▶ [WORK ITEM]: Extract all of the data and reproduce it precisely.
*** Begin section ***
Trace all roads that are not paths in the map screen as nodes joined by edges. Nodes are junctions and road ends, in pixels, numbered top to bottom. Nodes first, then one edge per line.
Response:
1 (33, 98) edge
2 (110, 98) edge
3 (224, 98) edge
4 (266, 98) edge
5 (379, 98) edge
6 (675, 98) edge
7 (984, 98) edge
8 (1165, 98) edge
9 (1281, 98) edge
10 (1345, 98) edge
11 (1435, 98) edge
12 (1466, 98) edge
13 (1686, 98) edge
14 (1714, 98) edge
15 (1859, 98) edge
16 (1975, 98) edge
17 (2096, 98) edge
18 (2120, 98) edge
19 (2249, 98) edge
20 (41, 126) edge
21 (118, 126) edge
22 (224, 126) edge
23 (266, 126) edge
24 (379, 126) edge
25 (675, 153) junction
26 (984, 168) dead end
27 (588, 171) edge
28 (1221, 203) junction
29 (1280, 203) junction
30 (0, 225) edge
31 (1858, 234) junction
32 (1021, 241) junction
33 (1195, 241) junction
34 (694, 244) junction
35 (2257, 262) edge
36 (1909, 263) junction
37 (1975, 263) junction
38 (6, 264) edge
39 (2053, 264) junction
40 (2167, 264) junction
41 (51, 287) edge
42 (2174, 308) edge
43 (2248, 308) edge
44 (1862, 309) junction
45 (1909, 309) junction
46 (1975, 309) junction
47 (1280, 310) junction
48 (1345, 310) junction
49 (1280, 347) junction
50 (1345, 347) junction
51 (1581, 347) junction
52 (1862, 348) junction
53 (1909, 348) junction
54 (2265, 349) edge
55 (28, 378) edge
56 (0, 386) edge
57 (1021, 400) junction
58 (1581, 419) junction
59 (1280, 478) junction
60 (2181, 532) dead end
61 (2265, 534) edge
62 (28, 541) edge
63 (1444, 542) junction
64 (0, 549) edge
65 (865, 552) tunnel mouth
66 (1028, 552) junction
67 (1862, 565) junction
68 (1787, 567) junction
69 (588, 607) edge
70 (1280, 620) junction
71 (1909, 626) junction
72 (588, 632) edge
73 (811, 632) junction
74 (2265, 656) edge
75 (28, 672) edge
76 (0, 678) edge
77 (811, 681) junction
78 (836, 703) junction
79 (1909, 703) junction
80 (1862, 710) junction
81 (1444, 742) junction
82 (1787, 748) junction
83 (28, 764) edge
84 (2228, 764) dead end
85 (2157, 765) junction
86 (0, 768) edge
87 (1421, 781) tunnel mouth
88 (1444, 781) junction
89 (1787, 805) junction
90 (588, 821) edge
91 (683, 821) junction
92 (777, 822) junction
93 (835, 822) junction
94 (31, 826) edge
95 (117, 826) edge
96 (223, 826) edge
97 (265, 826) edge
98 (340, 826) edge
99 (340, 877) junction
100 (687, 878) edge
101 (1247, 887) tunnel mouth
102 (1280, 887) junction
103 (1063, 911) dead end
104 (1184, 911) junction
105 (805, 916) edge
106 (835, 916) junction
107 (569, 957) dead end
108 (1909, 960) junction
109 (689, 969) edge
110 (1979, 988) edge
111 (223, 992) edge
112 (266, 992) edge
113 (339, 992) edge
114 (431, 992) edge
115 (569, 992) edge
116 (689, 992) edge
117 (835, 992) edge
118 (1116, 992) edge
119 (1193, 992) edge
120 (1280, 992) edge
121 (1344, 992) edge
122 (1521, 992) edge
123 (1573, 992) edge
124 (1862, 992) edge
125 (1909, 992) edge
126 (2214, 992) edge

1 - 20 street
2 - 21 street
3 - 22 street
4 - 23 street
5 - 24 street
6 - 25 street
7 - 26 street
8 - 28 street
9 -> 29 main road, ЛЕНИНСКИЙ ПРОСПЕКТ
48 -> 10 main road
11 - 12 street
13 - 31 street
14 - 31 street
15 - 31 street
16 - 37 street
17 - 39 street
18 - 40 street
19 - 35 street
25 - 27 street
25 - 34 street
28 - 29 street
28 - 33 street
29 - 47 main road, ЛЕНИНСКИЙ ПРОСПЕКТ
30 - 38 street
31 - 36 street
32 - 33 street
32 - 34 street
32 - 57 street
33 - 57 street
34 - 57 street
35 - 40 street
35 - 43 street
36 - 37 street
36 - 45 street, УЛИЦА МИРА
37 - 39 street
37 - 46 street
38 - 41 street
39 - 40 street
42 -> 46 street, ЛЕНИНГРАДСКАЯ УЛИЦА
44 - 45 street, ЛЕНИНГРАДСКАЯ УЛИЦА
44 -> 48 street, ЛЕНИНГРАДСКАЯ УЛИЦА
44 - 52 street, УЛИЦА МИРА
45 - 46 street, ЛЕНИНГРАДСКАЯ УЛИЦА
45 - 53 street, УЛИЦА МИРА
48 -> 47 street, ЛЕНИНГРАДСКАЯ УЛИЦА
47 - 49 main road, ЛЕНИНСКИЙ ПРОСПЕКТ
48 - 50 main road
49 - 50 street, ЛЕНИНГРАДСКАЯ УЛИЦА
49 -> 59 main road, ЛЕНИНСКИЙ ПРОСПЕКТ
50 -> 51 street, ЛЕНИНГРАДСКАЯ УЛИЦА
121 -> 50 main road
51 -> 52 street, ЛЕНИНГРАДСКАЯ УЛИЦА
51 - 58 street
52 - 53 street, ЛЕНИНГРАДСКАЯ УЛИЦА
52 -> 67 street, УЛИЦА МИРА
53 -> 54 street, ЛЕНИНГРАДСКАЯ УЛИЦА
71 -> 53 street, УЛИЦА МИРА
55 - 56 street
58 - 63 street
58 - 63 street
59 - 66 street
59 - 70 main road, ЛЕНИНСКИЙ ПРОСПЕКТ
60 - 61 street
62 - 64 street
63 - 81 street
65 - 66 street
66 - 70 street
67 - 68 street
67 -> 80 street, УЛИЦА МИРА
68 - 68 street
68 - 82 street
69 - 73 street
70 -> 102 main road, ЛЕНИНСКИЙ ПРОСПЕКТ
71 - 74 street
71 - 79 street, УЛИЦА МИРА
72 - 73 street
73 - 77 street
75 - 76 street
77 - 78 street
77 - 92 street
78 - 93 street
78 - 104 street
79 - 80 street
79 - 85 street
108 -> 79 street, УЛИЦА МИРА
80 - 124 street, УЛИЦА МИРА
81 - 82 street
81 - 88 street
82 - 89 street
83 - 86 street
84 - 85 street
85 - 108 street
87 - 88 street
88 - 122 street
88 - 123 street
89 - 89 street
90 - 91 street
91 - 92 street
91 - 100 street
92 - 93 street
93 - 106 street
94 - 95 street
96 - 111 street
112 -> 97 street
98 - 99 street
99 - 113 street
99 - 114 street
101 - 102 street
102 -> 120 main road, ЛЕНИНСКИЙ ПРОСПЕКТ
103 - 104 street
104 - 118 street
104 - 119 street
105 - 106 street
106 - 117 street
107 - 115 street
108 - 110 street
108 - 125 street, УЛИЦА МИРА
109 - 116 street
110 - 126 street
*** End section ***
▶ [SOLUTION TO THIS TASK]:
Trace all roads that are not paths in the map screen as nodes joined by edges. Nodes are junctions and road ends, in pixels, numbered top to bottom. Nodes first, then one edge per line.
Response:
1 (33, 98) edge
2 (110, 98) edge
3 (224, 98) edge
4 (266, 98) edge
5 (379, 98) edge
6 (675, 98) edge
7 (984, 98) edge
8 (1165, 98) edge
9 (1281, 98) edge
10 (1345, 98) edge
11 (1435, 98) edge
12 (1466, 98) edge
13 (1686, 98) edge
14 (1714, 98) edge
15 (1859, 98) edge
16 (1975, 98) edge
17 (2096, 98) edge
18 (2120, 98) edge
19 (2249, 98) edge
20 (41, 126) edge
21 (118, 126) edge
22 (224, 126) edge
23 (266, 126) edge
24 (379, 126) edge
25 (675, 153) junction
26 (984, 168) dead end
27 (588, 171) edge
28 (1221, 203) junction
29 (1280, 203) junction
30 (0, 225) edge
31 (1858, 234) junction
32 (1021, 241) junction
33 (1195, 241) junction
34 (694, 244) junction
35 (2257, 262) edge
36 (1909, 263) junction
37 (1975, 263) junction
38 (6, 264) edge
39 (2053, 264) junction
40 (2167, 264) junction
41 (51, 287) edge
42 (2174, 308) edge
43 (2248, 308) edge
44 (1862, 309) junction
45 (1909, 309) junction
46 (1975, 309) junction
47 (1280, 310) junction
48 (1345, 310) junction
49 (1280, 347) junction
50 (1345, 347) junction
51 (1581, 347) junction
52 (1862, 348) junction
53 (1909, 348) junction
54 (2265, 349) edge
55 (28, 378) edge
56 (0, 386) edge
57 (1021, 400) junction
58 (1581, 419) junction
59 (1280, 478) junction
60 (2181, 532) dead end
61 (2265, 534) edge
62 (28, 541) edge
63 (1444, 542) junction
64 (0, 549) edge
65 (865, 552) tunnel mouth
66 (1028, 552) junction
67 (1862, 565) junction
68 (1787, 567) junction
69 (588, 607) edge
70 (1280, 620) junction
71 (1909, 626) junction
72 (588, 632) edge
73 (811, 632) junction
74 (2265, 656) edge
75 (28, 672) edge
76 (0, 678) edge
77 (811, 681) junction
78 (836, 703) junction
79 (1909, 703) junction
80 (1862, 710) junction
81 (1444, 742) junction
82 (1787, 748) junction
83 (28, 764) edge
84 (2228, 764) dead end
85 (2157, 765) junction
86 (0, 768) edge
87 (1421, 781) tunnel mouth
88 (1444, 781) junction
89 (1787, 805) junction
90 (588, 821) edge
91 (683, 821) junction
92 (777, 822) junction
93 (835, 822) junction
94 (31, 826) edge
95 (117, 826) edge
96 (223, 826) edge
97 (265, 826) edge
98 (340, 826) edge
99 (340, 877) junction
100 (687, 878) edge
101 (1247, 887) tunnel mouth
102 (1280, 887) junction
103 (1063, 911) dead end
104 (1184, 911) junction
105 (805, 916) edge
106 (835, 916) junction
107 (569, 957) dead end
108 (1909, 960) junction
109 (689, 969) edge
110 (1979, 988) edge
111 (223, 992) edge
112 (266, 992) edge
113 (339, 992) edge
114 (431, 992) edge
115 (569, 992) edge
116 (689, 992) edge
117 (835, 992) edge
118 (1116, 992) edge
119 (1193, 992) edge
120 (1280, 992) edge
121 (1344, 992) edge
122 (1521, 992) edge
123 (1573, 992) edge
124 (1862, 992) edge
125 (1909, 992) edge
126 (2214, 992) edge

1 - 20 street
2 - 21 street
3 - 22 street
4 - 23 street
5 - 24 street
6 - 25 street
7 - 26 street
8 - 28 street
9 -> 29 main road, ЛЕНИНСКИЙ ПРОСПЕКТ
48 -> 10 main road
11 - 12 street
13 - 31 street
14 - 31 street
15 - 31 street
16 - 37 street
17 - 39 street
18 - 40 street
19 - 35 street
25 - 27 street
25 - 34 street
28 - 29 street
28 - 33 street
29 - 47 main road, ЛЕНИНСКИЙ ПРОСПЕКТ
30 - 38 street
31 - 36 street
32 - 33 street
32 - 34 street
32 - 57 street
33 - 57 street
34 - 57 street
35 - 40 street
35 - 43 street
36 - 37 street
36 - 45 street, УЛИЦА МИРА
37 - 39 street
37 - 46 street
38 - 41 street
39 - 40 street
42 -> 46 street, ЛЕНИНГРАДСКАЯ УЛИЦА
44 - 45 street, ЛЕНИНГРАДСКАЯ УЛИЦА
44 -> 48 street, ЛЕНИНГРАДСКАЯ УЛИЦА
44 - 52 street, УЛИЦА МИРА
45 - 46 street, ЛЕНИНГРАДСКАЯ УЛИЦА
45 - 53 street, УЛИЦА МИРА
48 -> 47 street, ЛЕНИНГРАДСКАЯ УЛИЦА
47 - 49 main road, ЛЕНИНСКИЙ ПРОСПЕКТ
48 - 50 main road
49 - 50 street, ЛЕНИНГРАДСКАЯ УЛИЦА
49 -> 59 main road, ЛЕНИНСКИЙ ПРОСПЕКТ
50 -> 51 street, ЛЕНИНГРАДСКАЯ УЛИЦА
121 -> 50 main road
51 -> 52 street, ЛЕНИНГРАДСКАЯ УЛИЦА
51 - 58 street
52 - 53 street, ЛЕНИНГРАДСКАЯ УЛИЦА
52 -> 67 street, УЛИЦА МИРА
53 -> 54 street, ЛЕНИНГРАДСКАЯ УЛИЦА
71 -> 53 street, УЛИЦА МИРА
55 - 56 street
58 - 63 street
58 - 63 street
59 - 66 street
59 - 70 main road, ЛЕНИНСКИЙ ПРОСПЕКТ
60 - 61 street
62 - 64 street
63 - 81 street
65 - 66 street
66 - 70 street
67 - 68 street
67 -> 80 street, УЛИЦА МИРА
68 - 68 street
68 - 82 street
69 - 73 street
70 -> 102 main road, ЛЕНИНСКИЙ ПРОСПЕКТ
71 - 74 street
71 - 79 street, УЛИЦА МИРА
72 - 73 street
73 - 77 street
75 - 76 street
77 - 78 street
77 - 92 street
78 - 93 street
78 - 104 street
79 - 80 street
79 - 85 street
108 -> 79 street, УЛИЦА МИРА
80 - 124 street, УЛИЦА МИРА
81 - 82 street
81 - 88 street
82 - 89 street
83 - 86 street
84 - 85 street
85 - 108 street
87 - 88 street
88 - 122 street
88 - 123 street
89 - 89 street
90 - 91 street
91 - 92 street
91 - 100 street
92 - 93 street
93 - 106 street
94 - 95 street
96 - 111 street
112 -> 97 street
98 - 99 street
99 - 113 street
99 - 114 street
101 - 102 street
102 -> 120 main road, ЛЕНИНСКИЙ ПРОСПЕКТ
103 - 104 street
104 - 118 street
104 - 119 street
105 - 106 street
106 - 117 street
107 - 115 street
108 - 110 street
108 - 125 street, УЛИЦА МИРА
109 - 116 street
110 - 126 street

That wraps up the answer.